I gestori di patrimoni stanno frettolosamente sistemando i conti di un anno difficile, alla vigilia di una stagione che si annuncia non meno complessa. Si spiegano così gli sbalzi dei listini degli ultimi giorni, all’insegna di una volatilità estrema che ha visto pesi massimi del calibro di Apple o Microsoft andare su e giù con oscillazioni più consone a titoli ben più leggeri. Ma oscillazioni non meno impressionanti hanno interessato il petrolio, sballottato all’ingiù nonostante l’embargo a danno dell’Iran, che per ora non ha provocato i danni sperati da Donald Trump.
Tra i guru della finanza mondiale ben pochi, a differenza di un anno fa, si spingono a previsioni positive. Ma tanta cautela, visto com’è andata, non è necessariamente un male. Il 2018 si sta per chiudere con una perdita intorno al -12%. Salvo ravvedimenti dell’ultima ora, rischia di essere l’anno peggiore dal 2008, l’anno del crac di Lehman Brothers, quando le Borse mondiali accumularono un drammatico -43%. Per Piazza Affari si profila un calo attorno al 17%, un’ipoteca pesante per la prima parte del prossimo anno che si apre con una lunga serie di incertezze e una domanda inquietante sullo sfondo: il mondo sta andando in recessione?

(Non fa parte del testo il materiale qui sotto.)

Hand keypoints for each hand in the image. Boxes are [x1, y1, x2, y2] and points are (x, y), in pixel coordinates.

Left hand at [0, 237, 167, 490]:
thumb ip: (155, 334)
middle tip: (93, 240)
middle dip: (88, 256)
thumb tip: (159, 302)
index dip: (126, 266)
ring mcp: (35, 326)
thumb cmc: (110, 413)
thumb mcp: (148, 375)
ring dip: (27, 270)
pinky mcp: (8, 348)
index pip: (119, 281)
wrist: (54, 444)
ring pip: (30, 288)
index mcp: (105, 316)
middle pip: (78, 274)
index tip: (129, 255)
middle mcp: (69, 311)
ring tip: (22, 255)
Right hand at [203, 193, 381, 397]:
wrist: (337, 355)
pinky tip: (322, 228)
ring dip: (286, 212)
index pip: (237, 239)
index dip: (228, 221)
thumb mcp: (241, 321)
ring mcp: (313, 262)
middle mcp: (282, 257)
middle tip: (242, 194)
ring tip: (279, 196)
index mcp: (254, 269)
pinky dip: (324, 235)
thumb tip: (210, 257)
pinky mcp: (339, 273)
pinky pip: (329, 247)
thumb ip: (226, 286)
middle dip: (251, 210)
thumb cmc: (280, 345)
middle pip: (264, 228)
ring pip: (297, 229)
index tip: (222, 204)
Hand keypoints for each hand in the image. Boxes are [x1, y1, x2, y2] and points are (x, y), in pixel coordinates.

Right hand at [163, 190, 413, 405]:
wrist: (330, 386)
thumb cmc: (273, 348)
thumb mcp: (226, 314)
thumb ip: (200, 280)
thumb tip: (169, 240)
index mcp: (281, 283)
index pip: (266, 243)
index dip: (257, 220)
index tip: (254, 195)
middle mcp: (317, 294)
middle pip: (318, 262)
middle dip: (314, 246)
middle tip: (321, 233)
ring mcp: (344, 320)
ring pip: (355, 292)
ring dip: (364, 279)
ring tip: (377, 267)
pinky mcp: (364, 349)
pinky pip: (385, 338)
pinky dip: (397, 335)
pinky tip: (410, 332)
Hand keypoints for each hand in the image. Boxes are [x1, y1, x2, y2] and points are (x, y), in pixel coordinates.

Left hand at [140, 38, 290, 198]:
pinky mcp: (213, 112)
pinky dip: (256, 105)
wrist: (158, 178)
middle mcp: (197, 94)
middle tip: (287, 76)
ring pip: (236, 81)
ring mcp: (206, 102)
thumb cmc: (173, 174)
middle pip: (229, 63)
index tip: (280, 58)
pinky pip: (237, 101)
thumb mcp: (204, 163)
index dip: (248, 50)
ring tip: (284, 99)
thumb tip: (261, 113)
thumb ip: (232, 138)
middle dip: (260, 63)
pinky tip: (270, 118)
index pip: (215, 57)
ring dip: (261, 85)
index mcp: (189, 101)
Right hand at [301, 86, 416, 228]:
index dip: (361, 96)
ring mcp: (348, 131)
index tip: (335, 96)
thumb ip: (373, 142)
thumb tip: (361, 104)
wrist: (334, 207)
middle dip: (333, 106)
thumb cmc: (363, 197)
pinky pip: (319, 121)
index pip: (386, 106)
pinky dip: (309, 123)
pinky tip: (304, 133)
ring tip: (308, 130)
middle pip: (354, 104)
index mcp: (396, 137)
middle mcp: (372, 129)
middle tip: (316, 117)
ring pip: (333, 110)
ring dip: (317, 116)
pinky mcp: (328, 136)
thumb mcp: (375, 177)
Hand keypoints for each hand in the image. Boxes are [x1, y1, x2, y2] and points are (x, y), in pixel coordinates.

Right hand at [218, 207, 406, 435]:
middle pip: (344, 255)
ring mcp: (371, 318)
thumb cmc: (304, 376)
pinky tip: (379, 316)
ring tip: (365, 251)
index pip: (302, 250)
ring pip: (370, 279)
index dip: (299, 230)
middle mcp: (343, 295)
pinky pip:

Una rilevante serie di indicatori sembra confermare questi timori. Il rallentamento delle principali economie è ormai tangibile: dopo la Bce, anche la Fed ha aggiustato le previsioni di crescita del Pil Usa 2019 al 2,3% dal 2,5%, un dato che sicuramente andrà rivisto in base a come andrà la vicenda relativa allo shutdown, cioè lo stop alle attività del bilancio federale per il braccio di ferro sul Muro con il Messico. La frenata cinese, intanto, è probabilmente più violenta di quanto non appaia dalle statistiche ufficiali. Gli acquisti degli operatori convergono verso i “paradisi sicuri”: l’oro, lo yen, il franco svizzero, tradizionale termometro della propensione al rischio. Stesse indicazioni in arrivo dall’area euro: frena l’inflazione tedesca e il modello di crescita d’oltre Reno, basato sull’export, segna il passo.

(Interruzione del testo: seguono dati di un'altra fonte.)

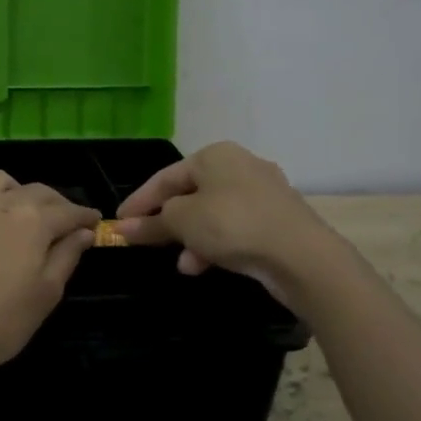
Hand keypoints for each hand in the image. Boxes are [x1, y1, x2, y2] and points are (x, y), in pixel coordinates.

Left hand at [0, 171, 99, 383]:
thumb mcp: (45, 295)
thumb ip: (66, 257)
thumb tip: (83, 232)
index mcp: (32, 221)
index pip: (68, 211)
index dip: (84, 216)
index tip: (94, 221)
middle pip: (36, 191)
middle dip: (55, 203)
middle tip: (63, 220)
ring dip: (15, 192)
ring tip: (18, 213)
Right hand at [113, 142, 342, 304]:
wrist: (302, 256)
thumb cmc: (232, 225)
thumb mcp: (182, 221)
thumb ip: (151, 223)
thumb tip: (123, 229)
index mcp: (215, 155)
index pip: (164, 177)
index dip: (139, 201)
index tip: (119, 223)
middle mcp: (240, 165)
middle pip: (190, 194)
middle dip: (167, 222)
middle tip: (146, 242)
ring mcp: (263, 192)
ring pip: (212, 214)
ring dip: (191, 238)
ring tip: (182, 263)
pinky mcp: (277, 219)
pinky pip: (234, 228)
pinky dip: (216, 244)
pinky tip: (204, 265)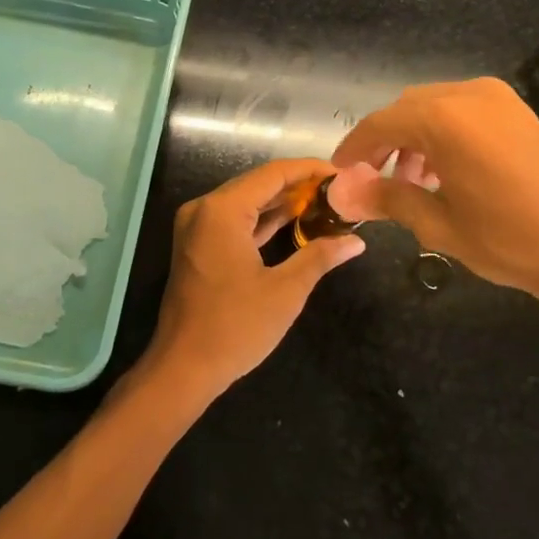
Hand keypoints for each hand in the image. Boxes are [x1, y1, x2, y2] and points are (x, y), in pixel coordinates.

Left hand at [141, 158, 366, 401]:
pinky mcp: (197, 245)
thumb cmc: (235, 327)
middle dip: (298, 186)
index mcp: (221, 210)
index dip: (309, 170)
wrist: (183, 368)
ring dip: (282, 203)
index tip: (342, 173)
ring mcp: (197, 227)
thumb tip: (356, 241)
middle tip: (339, 190)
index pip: (272, 174)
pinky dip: (263, 221)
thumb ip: (320, 257)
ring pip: (247, 202)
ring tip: (325, 203)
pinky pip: (235, 221)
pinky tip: (295, 222)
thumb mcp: (285, 291)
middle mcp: (204, 209)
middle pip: (258, 184)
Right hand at [328, 77, 538, 323]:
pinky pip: (465, 111)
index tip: (340, 171)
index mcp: (443, 118)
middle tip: (375, 179)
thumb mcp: (439, 224)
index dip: (355, 148)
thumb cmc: (510, 238)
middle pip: (408, 109)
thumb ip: (388, 199)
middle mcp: (469, 94)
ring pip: (436, 106)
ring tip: (412, 181)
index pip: (380, 123)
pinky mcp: (520, 112)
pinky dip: (444, 133)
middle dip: (386, 141)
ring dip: (415, 136)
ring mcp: (500, 99)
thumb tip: (344, 194)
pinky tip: (447, 171)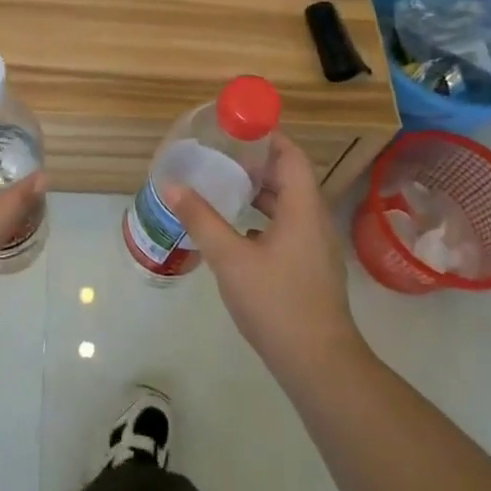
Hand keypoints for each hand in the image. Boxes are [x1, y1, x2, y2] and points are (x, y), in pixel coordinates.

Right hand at [166, 133, 363, 381]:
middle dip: (256, 162)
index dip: (268, 136)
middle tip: (220, 154)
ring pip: (288, 204)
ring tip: (223, 185)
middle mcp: (314, 220)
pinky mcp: (310, 267)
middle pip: (289, 177)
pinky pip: (287, 226)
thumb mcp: (230, 259)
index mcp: (303, 208)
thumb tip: (171, 185)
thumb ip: (201, 219)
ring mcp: (315, 246)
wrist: (319, 364)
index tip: (236, 126)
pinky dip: (263, 217)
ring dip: (259, 191)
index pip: (291, 155)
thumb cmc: (277, 303)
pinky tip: (236, 229)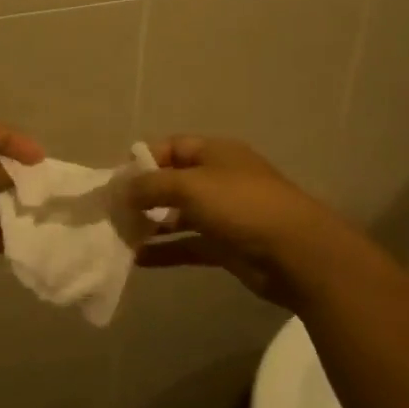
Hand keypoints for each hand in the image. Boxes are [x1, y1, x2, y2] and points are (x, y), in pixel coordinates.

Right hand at [121, 136, 344, 309]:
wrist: (296, 253)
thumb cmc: (241, 205)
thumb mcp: (190, 186)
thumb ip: (150, 185)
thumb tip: (120, 190)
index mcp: (215, 153)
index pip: (170, 147)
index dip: (141, 161)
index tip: (114, 182)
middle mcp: (218, 179)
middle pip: (172, 182)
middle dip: (141, 196)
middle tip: (112, 213)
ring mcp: (223, 214)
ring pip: (177, 216)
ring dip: (150, 225)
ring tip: (119, 237)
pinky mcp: (226, 246)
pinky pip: (188, 244)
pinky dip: (165, 250)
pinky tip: (137, 260)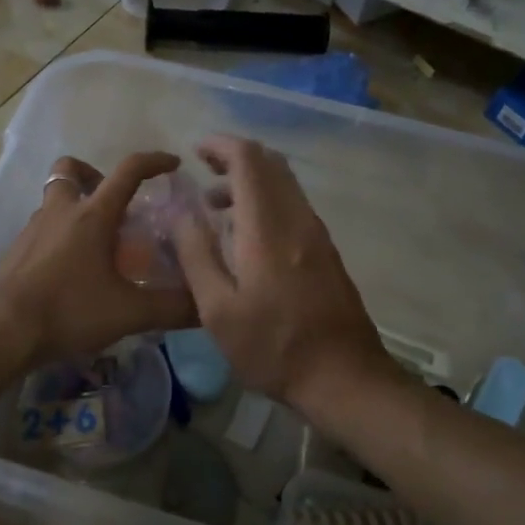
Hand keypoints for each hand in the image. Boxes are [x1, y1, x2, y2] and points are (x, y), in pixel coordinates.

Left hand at [0, 152, 197, 373]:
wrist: (0, 332)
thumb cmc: (68, 310)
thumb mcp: (128, 313)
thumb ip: (172, 308)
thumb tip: (208, 306)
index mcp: (92, 215)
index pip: (128, 170)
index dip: (154, 161)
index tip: (173, 164)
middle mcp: (61, 211)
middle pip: (71, 170)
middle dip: (95, 176)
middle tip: (115, 205)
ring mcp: (33, 228)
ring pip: (55, 199)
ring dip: (77, 207)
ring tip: (97, 244)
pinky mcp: (16, 250)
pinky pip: (43, 227)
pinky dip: (60, 235)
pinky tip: (71, 270)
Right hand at [169, 135, 389, 409]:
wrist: (345, 378)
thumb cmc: (273, 347)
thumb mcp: (217, 310)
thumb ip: (196, 255)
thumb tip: (180, 213)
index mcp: (268, 227)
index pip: (248, 160)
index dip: (221, 146)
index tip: (195, 152)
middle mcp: (297, 219)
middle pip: (270, 164)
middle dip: (235, 157)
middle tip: (203, 172)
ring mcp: (317, 234)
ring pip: (284, 184)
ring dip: (250, 181)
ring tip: (215, 207)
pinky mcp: (326, 250)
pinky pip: (293, 205)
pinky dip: (266, 201)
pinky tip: (246, 235)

Anche la legge dei grandi numeri sembra congiurare per l’arrivo di una recessione: sono passati 126 mesi, quasi un record storico, dalla crisi di Lehman Brothers. Non stupisce, perciò, che le banche centrali, Fed in testa, vogliano attrezzarsi in vista del rallentamento che prima o poi arriverà. Nonostante la rabbia di Donald Trump, consapevole che il buon andamento di Wall Street è forse la carta migliore per il suo indice di gradimento.
Insomma, non mancano le ragioni per un rallentamento dei mercati finanziari. Negli ultimi dieci anni, in particolare, le Borse hanno potuto contare sul sostegno costante delle banche centrali che hanno fornito costante ossigeno a un’economia che aveva necessità di una stampella. Oggi si passa dal Qe, cioè gli acquisti di carta per finanziare il sistema, al Qt (Quantitative Tightening) cioè il ritiro della liquidità in eccesso e la creazione di un cuscinetto da utilizzare in caso di crisi futura. Ma questo non significa recessione o, peggio, crollo della Borsa Usa.
La Fed, infatti, resta convinta del permanere di un buon livello di crescita per il 2019 e al tempo stesso rassicurata sul fatto che l’inflazione, nell’orizzonte prevedibile, non sarà un problema, soprattutto dopo il calo del petrolio. Di qui la prospettiva di un rallentamento pilotato dei mercati, complice il calo dei profitti rispetto a quelli eccezionali di un anno fa che hanno sostenuto l’acquisto di azioni proprie delle società. La Borsa, perciò, potrebbe al più procedere al piccolo trotto. I listini vengono del resto incoraggiati a salire solo quando si vuole spingere l’economia, come vorrebbe Trump ma non la banca centrale che non risponde solo al Presidente.
Ben diverso il quadro dell’Eurozona che si sta definitivamente congedando dal Quantitative easing, dopo quattro anni di acquisti sui mercati da parte della Bce, che ha immesso nell’economia 2.573 miliardi di euro che, complici la politica di stretta fiscale adottata dalla Comunità, non si sono però tradotti in investimenti di analoga importanza nelle infrastrutture o nel finanziamento della ricerca e dell’istruzione. La sensazione è che il Vecchio Continente, stressato dalla Brexit e incapace di sviluppare una politica comune di crescita, altro non possa che proseguire in una politica di basso costo del denaro sufficiente a far galleggiare l’economia ma nulla più.
Piazza Affari, insomma, dopo un anno di ribassi, non farà sfracelli, ma potrebbe evitare tonfi dolorosi. Meglio, per ora, restare liquidi.